Letztes Update am So, 21.10.2018 18:50

APAOnlineticker / Tiroler Tageszeitung Onlineausgabe


SIPRI-Friedensforscher: INF-Vertrag schon länger ein Problemfall



Stockholm (APA/dpa) - Die geplante Kündigung des wichtigen Abrüstungsvertrags INF durch die USA ist nach Einschätzung von Friedensforschern kein alleiniges Resultat der politischen Agenda des Präsidenten Donald Trump. Die Problematik habe sich über Jahre entwickelt, sagte Dan Smith, der Direktor des Stockholmer Friedensforschungsinstituts SIPRI der Deutschen Presse-Agentur.

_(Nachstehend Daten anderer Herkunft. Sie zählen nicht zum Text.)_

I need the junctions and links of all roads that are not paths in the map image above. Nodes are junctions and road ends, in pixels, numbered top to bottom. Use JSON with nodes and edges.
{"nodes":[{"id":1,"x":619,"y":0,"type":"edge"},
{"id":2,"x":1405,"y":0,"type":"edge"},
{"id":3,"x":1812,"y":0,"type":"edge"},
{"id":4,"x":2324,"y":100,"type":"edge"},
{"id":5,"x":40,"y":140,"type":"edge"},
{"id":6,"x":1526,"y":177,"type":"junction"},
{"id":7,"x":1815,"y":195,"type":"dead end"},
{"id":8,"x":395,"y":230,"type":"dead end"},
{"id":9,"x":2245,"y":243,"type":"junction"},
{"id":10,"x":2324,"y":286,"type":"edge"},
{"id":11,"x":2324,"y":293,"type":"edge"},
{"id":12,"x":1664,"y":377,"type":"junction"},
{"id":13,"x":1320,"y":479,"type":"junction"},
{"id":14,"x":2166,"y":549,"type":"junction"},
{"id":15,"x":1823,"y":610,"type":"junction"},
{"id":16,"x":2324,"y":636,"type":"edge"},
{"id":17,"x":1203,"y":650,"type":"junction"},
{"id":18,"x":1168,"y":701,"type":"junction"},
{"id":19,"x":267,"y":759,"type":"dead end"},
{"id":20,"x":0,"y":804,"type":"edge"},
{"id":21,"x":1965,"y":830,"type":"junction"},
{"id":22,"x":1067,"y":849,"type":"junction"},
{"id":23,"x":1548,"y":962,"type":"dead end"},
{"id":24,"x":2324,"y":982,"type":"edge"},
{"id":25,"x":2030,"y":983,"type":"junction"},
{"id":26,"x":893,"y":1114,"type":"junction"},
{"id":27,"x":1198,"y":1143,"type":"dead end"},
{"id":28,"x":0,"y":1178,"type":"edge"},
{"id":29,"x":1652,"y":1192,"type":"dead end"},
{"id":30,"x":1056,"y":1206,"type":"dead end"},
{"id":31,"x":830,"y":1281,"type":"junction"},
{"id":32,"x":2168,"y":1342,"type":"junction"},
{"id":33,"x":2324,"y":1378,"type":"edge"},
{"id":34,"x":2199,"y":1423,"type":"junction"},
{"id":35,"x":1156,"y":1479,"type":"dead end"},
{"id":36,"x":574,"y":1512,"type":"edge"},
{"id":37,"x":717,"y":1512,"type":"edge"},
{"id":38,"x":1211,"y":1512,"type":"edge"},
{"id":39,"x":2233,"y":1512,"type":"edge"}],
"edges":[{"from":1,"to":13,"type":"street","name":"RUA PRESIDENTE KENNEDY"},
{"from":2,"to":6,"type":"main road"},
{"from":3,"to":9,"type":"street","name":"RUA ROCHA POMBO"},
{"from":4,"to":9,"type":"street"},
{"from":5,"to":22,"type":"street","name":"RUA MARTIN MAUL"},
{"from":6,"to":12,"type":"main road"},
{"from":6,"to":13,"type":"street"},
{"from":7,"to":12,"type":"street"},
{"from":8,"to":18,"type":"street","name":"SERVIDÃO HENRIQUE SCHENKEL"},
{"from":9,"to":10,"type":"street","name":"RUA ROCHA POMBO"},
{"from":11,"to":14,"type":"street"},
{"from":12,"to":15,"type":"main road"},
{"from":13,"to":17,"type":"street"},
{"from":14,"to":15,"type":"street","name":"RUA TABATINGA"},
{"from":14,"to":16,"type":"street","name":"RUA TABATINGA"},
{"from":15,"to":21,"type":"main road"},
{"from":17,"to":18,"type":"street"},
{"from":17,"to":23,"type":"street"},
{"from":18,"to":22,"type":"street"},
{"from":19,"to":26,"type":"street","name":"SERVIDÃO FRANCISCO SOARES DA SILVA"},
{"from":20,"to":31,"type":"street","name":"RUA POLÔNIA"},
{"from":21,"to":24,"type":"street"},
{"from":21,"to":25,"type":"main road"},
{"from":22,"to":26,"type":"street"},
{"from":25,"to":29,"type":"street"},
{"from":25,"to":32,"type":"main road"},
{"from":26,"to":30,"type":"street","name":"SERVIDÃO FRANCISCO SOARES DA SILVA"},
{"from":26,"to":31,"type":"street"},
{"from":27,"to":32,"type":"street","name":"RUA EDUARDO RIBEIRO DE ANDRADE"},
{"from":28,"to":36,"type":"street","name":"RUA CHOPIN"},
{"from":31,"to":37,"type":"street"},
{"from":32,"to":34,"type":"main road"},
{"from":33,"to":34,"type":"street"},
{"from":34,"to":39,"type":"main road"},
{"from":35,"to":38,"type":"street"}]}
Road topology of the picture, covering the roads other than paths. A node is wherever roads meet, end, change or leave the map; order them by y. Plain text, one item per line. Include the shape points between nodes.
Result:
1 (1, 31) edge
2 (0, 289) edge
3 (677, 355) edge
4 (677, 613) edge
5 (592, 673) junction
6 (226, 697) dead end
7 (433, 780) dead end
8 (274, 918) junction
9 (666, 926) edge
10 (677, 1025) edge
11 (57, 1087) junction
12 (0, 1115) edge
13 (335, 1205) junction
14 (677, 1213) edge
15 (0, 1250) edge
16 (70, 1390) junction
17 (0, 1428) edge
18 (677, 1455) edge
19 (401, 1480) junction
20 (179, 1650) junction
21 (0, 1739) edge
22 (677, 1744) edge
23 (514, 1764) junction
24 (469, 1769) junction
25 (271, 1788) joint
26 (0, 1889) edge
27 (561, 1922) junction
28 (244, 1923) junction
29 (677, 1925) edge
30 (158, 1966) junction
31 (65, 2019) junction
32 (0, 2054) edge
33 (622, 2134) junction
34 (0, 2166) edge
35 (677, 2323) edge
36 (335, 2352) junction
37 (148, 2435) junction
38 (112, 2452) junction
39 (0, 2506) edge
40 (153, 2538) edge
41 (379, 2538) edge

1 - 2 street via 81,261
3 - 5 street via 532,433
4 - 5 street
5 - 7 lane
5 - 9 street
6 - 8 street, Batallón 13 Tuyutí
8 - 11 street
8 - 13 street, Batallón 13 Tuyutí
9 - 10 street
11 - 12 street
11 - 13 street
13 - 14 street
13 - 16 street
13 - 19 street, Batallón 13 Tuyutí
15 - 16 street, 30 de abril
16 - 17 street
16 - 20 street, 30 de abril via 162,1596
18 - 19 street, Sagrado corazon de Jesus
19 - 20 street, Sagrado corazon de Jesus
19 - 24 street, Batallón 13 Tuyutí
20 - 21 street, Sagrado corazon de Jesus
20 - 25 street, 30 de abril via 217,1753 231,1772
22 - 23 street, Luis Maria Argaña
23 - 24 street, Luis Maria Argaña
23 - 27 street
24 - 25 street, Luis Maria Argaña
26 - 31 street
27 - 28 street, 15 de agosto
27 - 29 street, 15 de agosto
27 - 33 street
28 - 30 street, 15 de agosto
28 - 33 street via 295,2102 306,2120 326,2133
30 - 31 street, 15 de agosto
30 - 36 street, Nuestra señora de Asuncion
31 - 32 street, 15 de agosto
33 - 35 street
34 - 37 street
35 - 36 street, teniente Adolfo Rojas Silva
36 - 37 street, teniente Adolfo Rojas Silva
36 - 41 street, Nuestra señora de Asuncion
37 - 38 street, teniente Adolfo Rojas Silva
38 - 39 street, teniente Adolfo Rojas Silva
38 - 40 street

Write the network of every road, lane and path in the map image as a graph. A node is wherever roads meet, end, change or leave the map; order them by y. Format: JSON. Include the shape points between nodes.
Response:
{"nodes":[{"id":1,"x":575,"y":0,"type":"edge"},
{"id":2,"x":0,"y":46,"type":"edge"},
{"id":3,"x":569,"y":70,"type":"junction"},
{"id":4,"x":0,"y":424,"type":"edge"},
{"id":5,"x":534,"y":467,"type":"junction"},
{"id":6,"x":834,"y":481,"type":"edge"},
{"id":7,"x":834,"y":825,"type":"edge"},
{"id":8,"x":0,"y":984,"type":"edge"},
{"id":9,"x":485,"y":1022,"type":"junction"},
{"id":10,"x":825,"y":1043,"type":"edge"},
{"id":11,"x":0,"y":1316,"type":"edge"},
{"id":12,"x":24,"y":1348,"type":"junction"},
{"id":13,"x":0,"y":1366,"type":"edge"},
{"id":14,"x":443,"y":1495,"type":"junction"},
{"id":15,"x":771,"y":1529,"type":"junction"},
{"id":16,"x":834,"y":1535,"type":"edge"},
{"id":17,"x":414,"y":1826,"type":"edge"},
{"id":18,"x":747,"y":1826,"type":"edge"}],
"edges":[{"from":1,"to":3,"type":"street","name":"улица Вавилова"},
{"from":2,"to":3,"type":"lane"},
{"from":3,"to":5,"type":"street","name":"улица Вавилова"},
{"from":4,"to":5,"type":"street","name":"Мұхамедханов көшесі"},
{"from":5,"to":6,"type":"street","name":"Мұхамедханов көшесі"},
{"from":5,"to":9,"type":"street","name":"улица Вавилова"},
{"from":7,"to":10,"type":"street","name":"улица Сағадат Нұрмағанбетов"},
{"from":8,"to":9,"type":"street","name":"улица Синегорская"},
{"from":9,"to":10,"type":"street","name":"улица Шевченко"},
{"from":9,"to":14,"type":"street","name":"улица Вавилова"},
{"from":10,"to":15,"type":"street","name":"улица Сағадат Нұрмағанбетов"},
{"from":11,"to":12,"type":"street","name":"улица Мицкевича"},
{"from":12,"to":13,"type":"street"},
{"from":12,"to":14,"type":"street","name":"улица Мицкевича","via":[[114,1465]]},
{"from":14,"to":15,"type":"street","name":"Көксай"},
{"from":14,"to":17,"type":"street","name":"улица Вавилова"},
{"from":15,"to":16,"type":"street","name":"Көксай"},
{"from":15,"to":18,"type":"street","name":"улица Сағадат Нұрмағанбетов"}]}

Schon im Juli 2014 hätten die USA den Russen bescheinigt, den INF-Vertrag nicht einzuhalten. Und im Dezember letzten Jahres hätten sie dann erklärt, wie genau Russland den Vertrag ihrer Meinung nach verletzt. INF ist die Abkürzung von „Intermediate Range Nuclear Forces“ - zu Deutsch: nukleare Mittelstreckensysteme.

Der INF-Vertrag war „ein besonders wichtiger Baustein in der Architektur der Rüstungskontrolle am Ende des Kalten Krieges“, sagte Smith. Ein weiterer sei der Atomwaffensperrvertrag New START mit einer Laufzeit bis 2021. Derzeit gebe es allerdings keine Gespräche über eine Verlängerung oder Erneuerung von New START.

SIPRI wurde 1966 als unabhängige Institution gegründet und verfolgt den Waffenhandel und andere Entwicklungen. Zu den Ressourcen gehören Datenbanken über die Rüstungsindustrie, militärische Ausgaben und Waffentransfers.